(PROVIDED DATA Opens)

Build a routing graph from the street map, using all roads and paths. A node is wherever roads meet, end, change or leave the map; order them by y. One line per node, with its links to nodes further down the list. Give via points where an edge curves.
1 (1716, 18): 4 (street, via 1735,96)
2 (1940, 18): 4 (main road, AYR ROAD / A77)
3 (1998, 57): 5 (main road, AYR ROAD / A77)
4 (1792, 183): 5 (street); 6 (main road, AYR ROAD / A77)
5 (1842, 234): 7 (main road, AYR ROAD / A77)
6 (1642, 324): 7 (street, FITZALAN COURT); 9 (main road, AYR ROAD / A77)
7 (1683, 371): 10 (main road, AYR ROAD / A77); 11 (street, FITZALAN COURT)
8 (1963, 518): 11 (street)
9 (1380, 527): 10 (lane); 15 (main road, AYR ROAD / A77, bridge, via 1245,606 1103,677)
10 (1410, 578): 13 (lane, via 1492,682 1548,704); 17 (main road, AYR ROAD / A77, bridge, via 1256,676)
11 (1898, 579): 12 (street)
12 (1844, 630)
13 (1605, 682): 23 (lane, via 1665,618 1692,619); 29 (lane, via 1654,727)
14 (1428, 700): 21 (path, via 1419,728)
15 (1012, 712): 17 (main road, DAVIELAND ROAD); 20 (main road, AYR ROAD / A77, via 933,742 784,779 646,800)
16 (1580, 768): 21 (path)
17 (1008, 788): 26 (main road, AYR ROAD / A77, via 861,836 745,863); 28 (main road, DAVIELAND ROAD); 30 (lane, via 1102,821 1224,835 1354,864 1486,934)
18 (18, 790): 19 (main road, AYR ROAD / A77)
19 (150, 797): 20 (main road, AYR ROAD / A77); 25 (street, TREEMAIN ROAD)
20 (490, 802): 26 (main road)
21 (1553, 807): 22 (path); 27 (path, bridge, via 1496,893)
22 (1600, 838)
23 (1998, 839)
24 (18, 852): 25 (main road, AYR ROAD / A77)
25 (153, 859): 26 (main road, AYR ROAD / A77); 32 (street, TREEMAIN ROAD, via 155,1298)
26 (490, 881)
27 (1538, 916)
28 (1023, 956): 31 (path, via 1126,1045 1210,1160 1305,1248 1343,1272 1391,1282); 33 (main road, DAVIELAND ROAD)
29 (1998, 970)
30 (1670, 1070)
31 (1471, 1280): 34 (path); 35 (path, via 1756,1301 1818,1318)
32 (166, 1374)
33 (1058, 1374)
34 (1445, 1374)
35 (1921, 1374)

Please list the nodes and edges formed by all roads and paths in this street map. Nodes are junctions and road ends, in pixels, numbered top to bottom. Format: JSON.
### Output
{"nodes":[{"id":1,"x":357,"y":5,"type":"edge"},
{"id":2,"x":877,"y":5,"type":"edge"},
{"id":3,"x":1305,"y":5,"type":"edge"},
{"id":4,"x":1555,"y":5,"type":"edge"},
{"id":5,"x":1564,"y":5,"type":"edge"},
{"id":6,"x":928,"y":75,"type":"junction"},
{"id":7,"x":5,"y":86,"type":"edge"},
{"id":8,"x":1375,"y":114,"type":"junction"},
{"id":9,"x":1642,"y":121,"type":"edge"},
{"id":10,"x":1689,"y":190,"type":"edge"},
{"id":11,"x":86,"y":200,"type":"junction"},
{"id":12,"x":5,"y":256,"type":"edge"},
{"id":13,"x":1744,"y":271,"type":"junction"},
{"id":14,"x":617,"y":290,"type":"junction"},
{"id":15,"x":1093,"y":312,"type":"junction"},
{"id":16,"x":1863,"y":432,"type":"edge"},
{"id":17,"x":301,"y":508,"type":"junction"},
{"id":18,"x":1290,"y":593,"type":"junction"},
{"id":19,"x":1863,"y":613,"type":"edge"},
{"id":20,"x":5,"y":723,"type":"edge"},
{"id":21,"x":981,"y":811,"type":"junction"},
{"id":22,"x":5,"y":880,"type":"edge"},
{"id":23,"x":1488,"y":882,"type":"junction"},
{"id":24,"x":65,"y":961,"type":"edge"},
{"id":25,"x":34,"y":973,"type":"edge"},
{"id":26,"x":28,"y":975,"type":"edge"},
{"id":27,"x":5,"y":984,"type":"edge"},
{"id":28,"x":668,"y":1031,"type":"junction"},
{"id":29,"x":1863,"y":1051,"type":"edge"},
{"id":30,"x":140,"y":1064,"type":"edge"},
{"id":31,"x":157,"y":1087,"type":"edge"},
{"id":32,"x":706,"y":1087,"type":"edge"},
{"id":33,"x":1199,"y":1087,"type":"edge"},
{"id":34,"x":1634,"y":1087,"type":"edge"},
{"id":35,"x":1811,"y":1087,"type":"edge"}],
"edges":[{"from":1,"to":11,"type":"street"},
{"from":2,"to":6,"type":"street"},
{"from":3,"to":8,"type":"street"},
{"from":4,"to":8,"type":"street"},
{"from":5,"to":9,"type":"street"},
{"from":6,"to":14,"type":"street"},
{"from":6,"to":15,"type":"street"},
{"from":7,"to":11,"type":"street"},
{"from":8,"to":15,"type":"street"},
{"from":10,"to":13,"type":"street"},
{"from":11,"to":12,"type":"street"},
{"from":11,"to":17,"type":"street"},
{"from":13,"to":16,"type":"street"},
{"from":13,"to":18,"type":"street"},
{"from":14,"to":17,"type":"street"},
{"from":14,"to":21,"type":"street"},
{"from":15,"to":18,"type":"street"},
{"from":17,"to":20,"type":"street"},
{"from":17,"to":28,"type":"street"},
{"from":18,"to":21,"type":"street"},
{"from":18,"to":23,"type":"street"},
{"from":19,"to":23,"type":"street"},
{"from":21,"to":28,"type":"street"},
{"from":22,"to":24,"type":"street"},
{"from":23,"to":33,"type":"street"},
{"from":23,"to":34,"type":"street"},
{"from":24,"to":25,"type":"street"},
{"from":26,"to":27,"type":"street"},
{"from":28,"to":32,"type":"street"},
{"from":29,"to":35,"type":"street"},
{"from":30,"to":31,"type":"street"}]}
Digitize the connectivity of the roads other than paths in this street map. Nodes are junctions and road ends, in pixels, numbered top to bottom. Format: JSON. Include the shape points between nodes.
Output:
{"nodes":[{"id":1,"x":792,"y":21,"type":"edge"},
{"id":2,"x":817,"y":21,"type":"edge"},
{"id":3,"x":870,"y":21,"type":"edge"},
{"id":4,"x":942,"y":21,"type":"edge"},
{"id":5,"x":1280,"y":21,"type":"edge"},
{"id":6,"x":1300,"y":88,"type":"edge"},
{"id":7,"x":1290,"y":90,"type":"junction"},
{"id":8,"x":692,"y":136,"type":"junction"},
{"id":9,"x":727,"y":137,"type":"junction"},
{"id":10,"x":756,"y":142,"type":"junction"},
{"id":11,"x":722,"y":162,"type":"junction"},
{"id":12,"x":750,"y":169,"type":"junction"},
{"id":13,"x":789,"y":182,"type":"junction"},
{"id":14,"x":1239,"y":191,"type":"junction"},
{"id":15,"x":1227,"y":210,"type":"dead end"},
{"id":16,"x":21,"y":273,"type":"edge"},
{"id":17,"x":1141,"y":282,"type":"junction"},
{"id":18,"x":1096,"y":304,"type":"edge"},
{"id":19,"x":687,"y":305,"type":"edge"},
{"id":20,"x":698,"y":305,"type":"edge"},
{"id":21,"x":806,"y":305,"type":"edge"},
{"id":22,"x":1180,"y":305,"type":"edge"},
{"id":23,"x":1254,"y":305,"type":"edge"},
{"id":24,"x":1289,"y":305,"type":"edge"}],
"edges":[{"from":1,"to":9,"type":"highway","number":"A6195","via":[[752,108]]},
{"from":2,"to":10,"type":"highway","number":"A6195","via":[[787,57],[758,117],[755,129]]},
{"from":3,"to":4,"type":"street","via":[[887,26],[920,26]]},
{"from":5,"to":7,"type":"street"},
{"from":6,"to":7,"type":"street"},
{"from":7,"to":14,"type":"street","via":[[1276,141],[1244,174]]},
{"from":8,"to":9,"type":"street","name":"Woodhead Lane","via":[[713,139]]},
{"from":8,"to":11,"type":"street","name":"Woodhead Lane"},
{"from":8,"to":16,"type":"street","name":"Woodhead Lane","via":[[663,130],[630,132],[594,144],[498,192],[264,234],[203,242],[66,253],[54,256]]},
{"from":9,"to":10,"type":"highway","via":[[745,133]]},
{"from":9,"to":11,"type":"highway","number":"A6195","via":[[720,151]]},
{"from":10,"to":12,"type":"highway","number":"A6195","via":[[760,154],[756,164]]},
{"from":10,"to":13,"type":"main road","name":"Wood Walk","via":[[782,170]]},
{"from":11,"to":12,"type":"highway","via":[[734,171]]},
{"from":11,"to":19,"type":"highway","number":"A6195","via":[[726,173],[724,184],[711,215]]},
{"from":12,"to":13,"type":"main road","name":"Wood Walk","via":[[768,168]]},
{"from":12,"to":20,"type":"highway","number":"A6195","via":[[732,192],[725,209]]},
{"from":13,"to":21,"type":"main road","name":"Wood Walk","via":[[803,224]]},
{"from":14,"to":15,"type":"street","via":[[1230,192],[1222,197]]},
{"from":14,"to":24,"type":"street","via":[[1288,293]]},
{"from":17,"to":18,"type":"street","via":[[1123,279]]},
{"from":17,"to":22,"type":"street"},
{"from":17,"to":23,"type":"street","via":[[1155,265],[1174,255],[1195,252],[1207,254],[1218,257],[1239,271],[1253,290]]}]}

(PROVIDED DATA Closes)

TASK TO CARRY OUT
In the entries above, count each line with "bottom"; reply with the total only.

EXERCISE RESULT
2